(ABOUT THIS TASK) The copy has to match the data exactly and leave out every picture.

=== Section Start ===

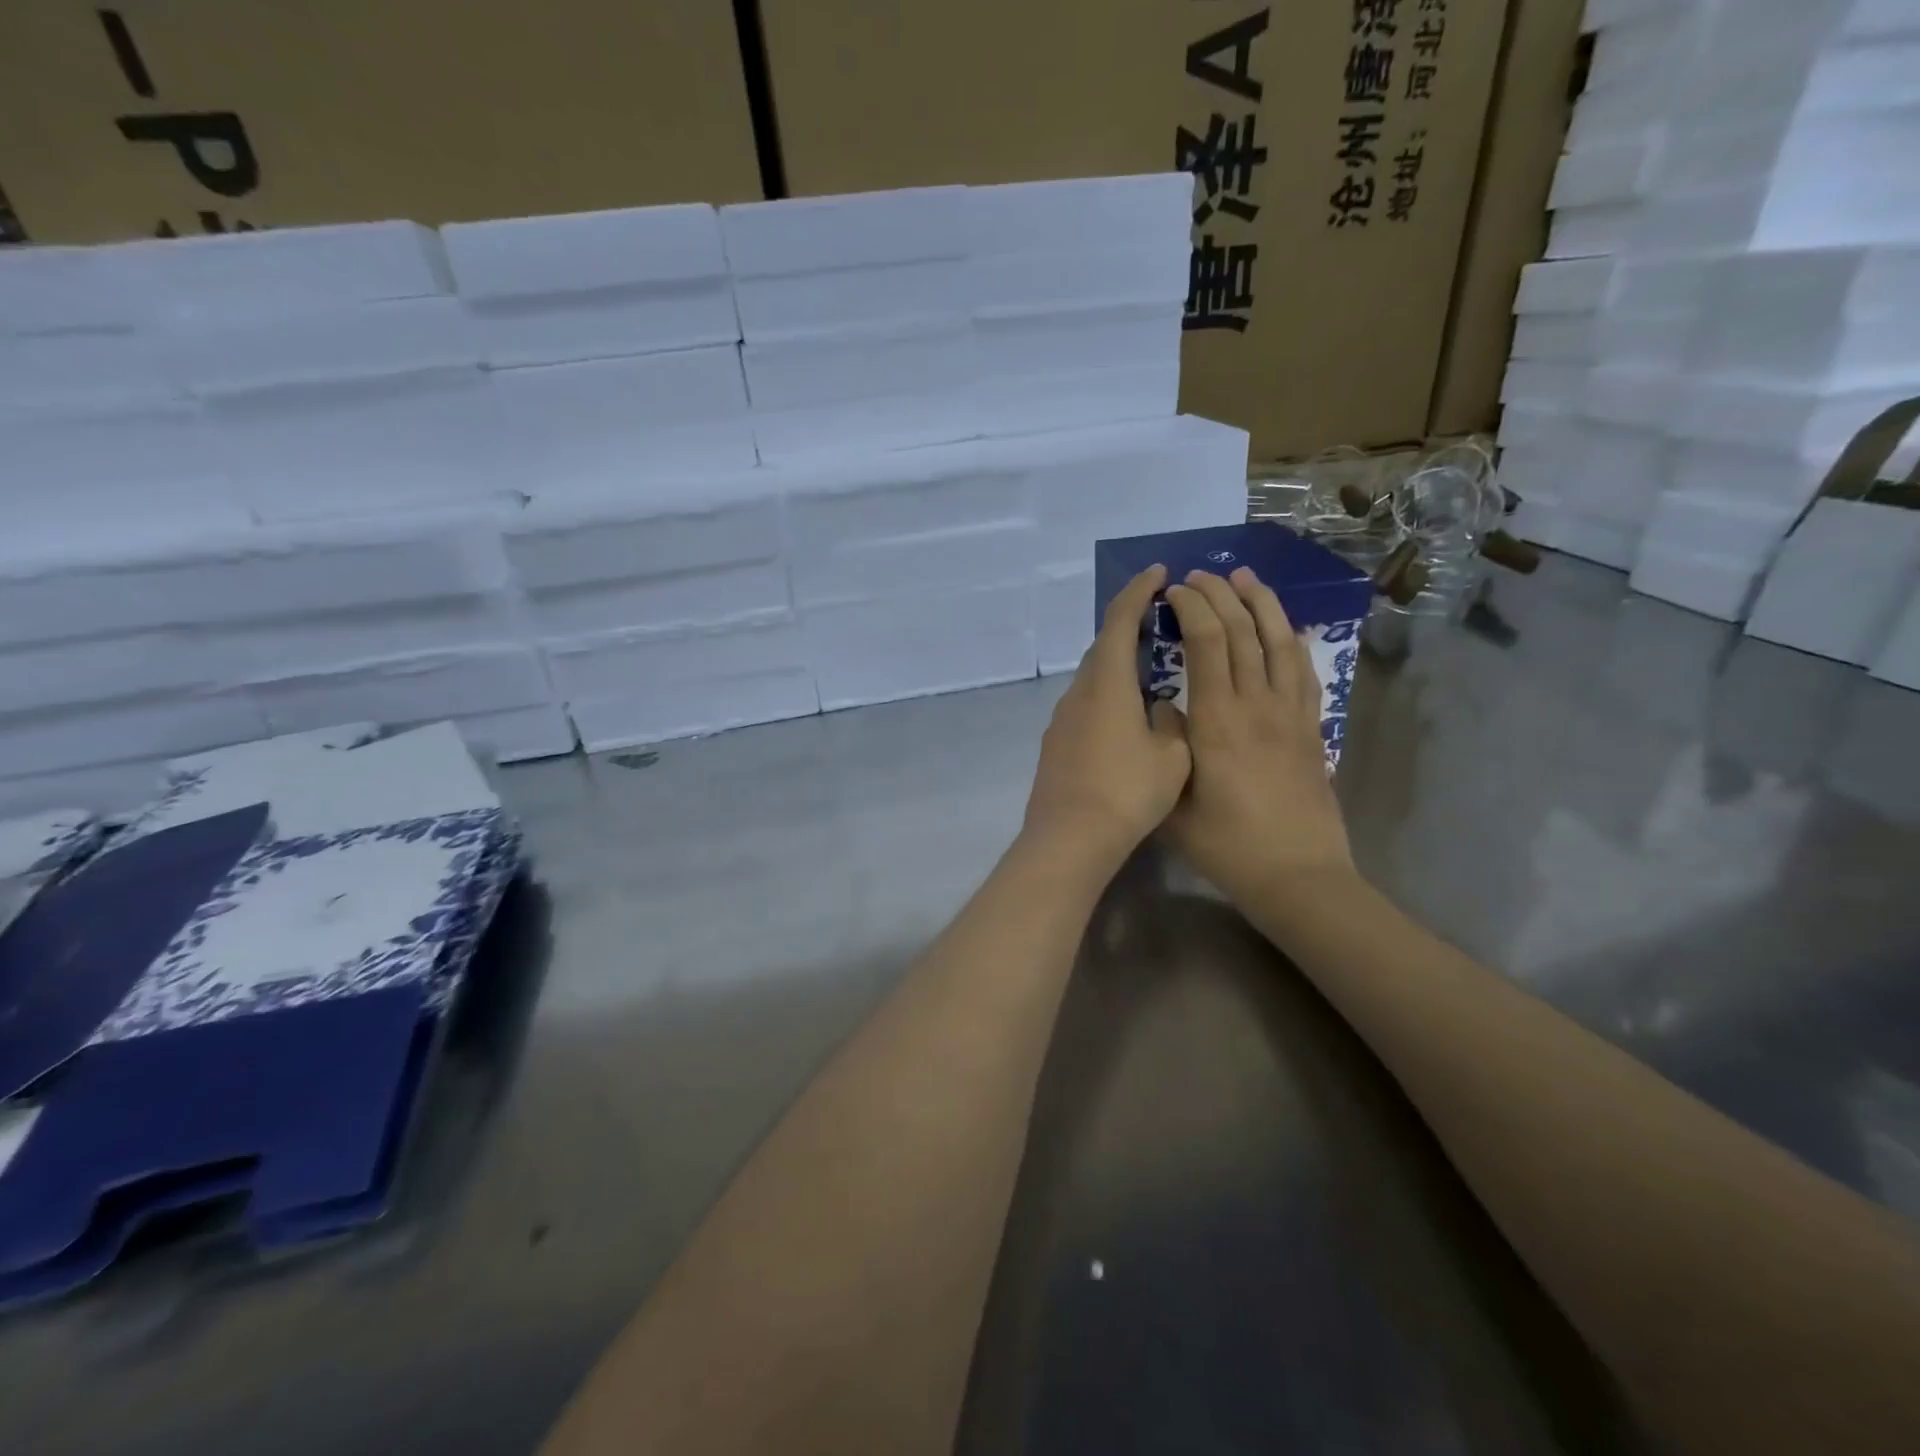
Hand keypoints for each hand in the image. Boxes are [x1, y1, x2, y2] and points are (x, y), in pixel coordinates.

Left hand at [1023, 565, 1190, 876]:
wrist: (1069, 838)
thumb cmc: (1127, 793)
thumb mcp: (1171, 756)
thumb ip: (1171, 722)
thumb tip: (1161, 710)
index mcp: (1107, 683)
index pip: (1120, 620)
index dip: (1139, 591)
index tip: (1159, 572)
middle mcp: (1078, 692)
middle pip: (1102, 646)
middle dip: (1129, 626)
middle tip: (1161, 622)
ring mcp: (1062, 718)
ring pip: (1093, 678)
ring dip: (1118, 665)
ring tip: (1150, 672)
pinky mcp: (1055, 744)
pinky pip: (1085, 705)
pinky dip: (1108, 696)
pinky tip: (1126, 720)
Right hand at [1163, 568, 1353, 910]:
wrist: (1297, 875)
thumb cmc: (1228, 847)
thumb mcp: (1175, 804)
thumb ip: (1166, 750)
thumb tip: (1165, 709)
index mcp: (1217, 722)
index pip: (1208, 644)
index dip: (1192, 608)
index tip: (1174, 590)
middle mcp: (1257, 706)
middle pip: (1243, 632)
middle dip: (1220, 594)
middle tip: (1200, 575)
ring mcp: (1291, 715)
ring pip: (1279, 641)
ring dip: (1261, 603)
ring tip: (1244, 577)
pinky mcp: (1312, 728)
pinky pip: (1304, 671)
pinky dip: (1291, 639)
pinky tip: (1282, 626)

=== Section End ===

(RESPONSE AREA)
Hand keypoints for each hand in the image. Boxes are [x1, y1, x2, y2] and points are (x, y), in pixel coordinates.

Left hand at [1023, 565, 1190, 876]:
wrist: (1069, 838)
thumb cmc: (1127, 793)
thumb mcp: (1171, 756)
thumb ip: (1171, 722)
thumb tip: (1161, 710)
index mcp: (1107, 683)
index pip: (1120, 620)
index dip: (1139, 591)
index tip: (1159, 572)
middle mcp: (1078, 692)
middle pip: (1102, 646)
middle dip: (1129, 626)
middle tip: (1161, 622)
ring mcp: (1062, 718)
ring pip: (1093, 678)
ring dip: (1118, 665)
ring tip: (1150, 672)
pinky mcp: (1055, 744)
pinky pip: (1085, 705)
pinky dip: (1108, 696)
pinky tip: (1126, 720)
Right hand at [1163, 568, 1353, 910]:
wrist: (1297, 875)
thumb cmc: (1228, 847)
thumb mcp: (1175, 804)
thumb ip: (1166, 750)
thumb tip: (1165, 709)
index mcp: (1217, 722)
index pip: (1208, 644)
index dip: (1192, 608)
index tip: (1174, 590)
middle mcp: (1257, 706)
middle pip: (1243, 632)
middle dip: (1220, 594)
middle tip: (1200, 575)
ring mcp: (1291, 715)
ring pip: (1279, 641)
ring dip: (1261, 603)
ring tip: (1244, 577)
pinky mcp: (1312, 728)
pinky pip: (1304, 671)
pinky dip: (1291, 639)
pinky tip: (1282, 626)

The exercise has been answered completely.